For a couple of days earlier in the week, the artist Anthony Campuzano trekked in and out ICA carrying stuff: chairs, computers, art supplies, drawings, photographs, tacks, snacks. Campuzano—TC to friends—is known for using found language in his drawings, taking text from newspaper headlines, Wikipedia entries, the covers of paperback novels, song lyrics, etc. And as of yesterday, July 1, he has moved into ICA’s second-floor gallery for a month. He’s not exactly an exhibition, but any day the museum is open you can stop by and say hello and watch him making art.
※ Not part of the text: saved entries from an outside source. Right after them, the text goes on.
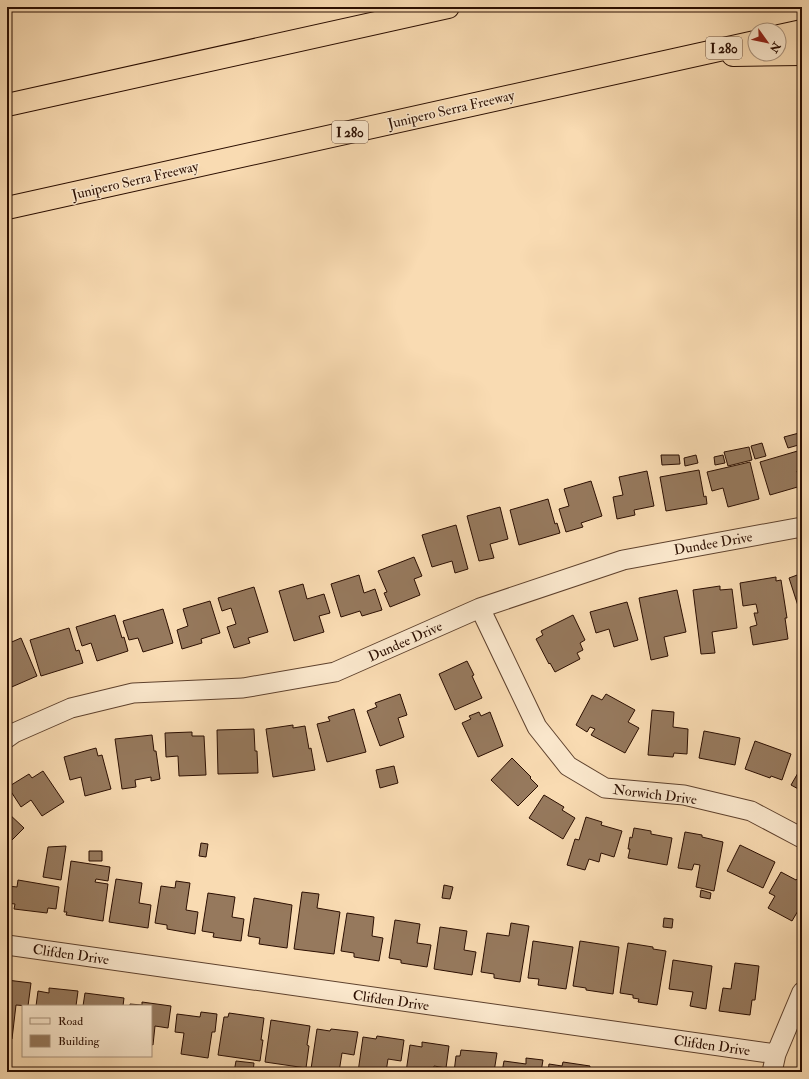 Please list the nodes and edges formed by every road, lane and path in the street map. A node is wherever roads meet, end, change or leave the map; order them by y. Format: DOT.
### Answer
graph roads {
  1 [pos="448,7"];
  2 [pos="802,31"];
  3 [pos="787,34"];
  4 [pos="747,44"];
  5 [pos="802,54"];
  6 [pos="694,55"];
  7 [pos="7,105"];
  8 [pos="7,208"];
  9 [pos="802,527"];
  10 [pos="480,608"];
  11 [pos="7,738"];
  12 [pos="802,838"];
  13 [pos="7,945"];
  14 [pos="802,992"];
  15 [pos="774,1063"];
  1 -- 7 [label="highway"];
  2 -- 3 [label="highway"];
  4 -- 6 [label="highway, Junipero Serra Freeway / I 280"];
  5 -- 6 [label="highway"];
  6 -- 8 [label="highway, Junipero Serra Freeway / I 280"];
  9 -- 10 [label="street, Dundee Drive"];
  10 -- 11 [label="street, Dundee Drive"];
  10 -- 12 [label="street, Norwich Drive"];
  13 -- 15 [label="street, Clifden Drive"];
  14 -- 15 [label="street"];
}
There’s lots of other stuff going on too. TC asked friends and mentors (Anissa Mack, Kate Abercrombie, and others) to lend artwork to pin up on the walls. In the evenings and on weekends he’s offering free classes based on lessons that were important to him as he emerged as an artist. These lessons have great names like “Kite Technique Drawing Class” and “Sculpture Scavenger Hunt.” One, I’m told, involves cooking eggs. There are also video screenings, Friday night reading and discussion groups, workshops for artists on useful topics like writing artist statements, a day geared toward families and children, and probably lots of unscheduled activity and delight.

Last night there was music. Megajam Booze Band played on ICA’s terrace as we celebrated the opening of the Summer Studio project with cooler blues, beer, popcorn, and watermelon. There must have been close to two hundred people there: a woman in a short yellow silk beaded dress, a man in a Jerry Garcia T-shirt and a red ponytail, a woman with a kite tattoo on her arm (will she be at the Kite Technique Drawing Class, I wonder, or maybe she’s already taken it?). There was a man with a jaunty devil tattoo on his leg, a little girl in a pink sweater, a tall woman wearing purple sparkly shoes, and a taller woman in an Edwardian wedding dress and tall black boots: that was Kate Kraczon, the ICA curator who made this project happen.

photos: Carina Romano

One guy sported a “Campuzano Construction” T-shirt. He turned out to be TC’s dad, Anthony Campuzano, Sr.

I talked with TC in his new summer digs while the band set up. I asked him if he liked the size of room and he said yes, but that the best thing was—in contrast to his tiny Kensington studio—the absence of mice. Also, the air conditioning.

Campuzano had an exhibition at his gallery, Fleisher Ollman, just last month, and usually in the wake of a show he might let himself relax, but he said he was excited to be getting right back to work. He seemed excited. He told me about the art he’d borrowed to hang for the month, and the reproduction Rachel Harrison piece pinned up in the corner near his kindergarten diploma from St. Philomena’s in Landsdowne. He showed me the drawings he does to relax his hand, blue pencil copies of a postcard of Juan Gris’s “Portrait of Max Jacob” that one of his teachers, Elena Sistos, gave him. (Another version of these drawings by Campuzano was recently acquired by the Philadelphia Museum of Art.) “I like copying things,” he said. “Well, not copying—riffing off them.”

There was a lot of energy and excitement at ICA last night. When I left, the band was still playing and the beer was flowing and people were talking about which classes they wanted to sign up for. To see the whole calendar of events click here. They’re all free and open to the public, artists and non-artists alike. Or just stop by and chat with TC and watch him work. When will you have another opportunity to see what an artist actually does all day?

I’ll be there. I can’t wait to find out.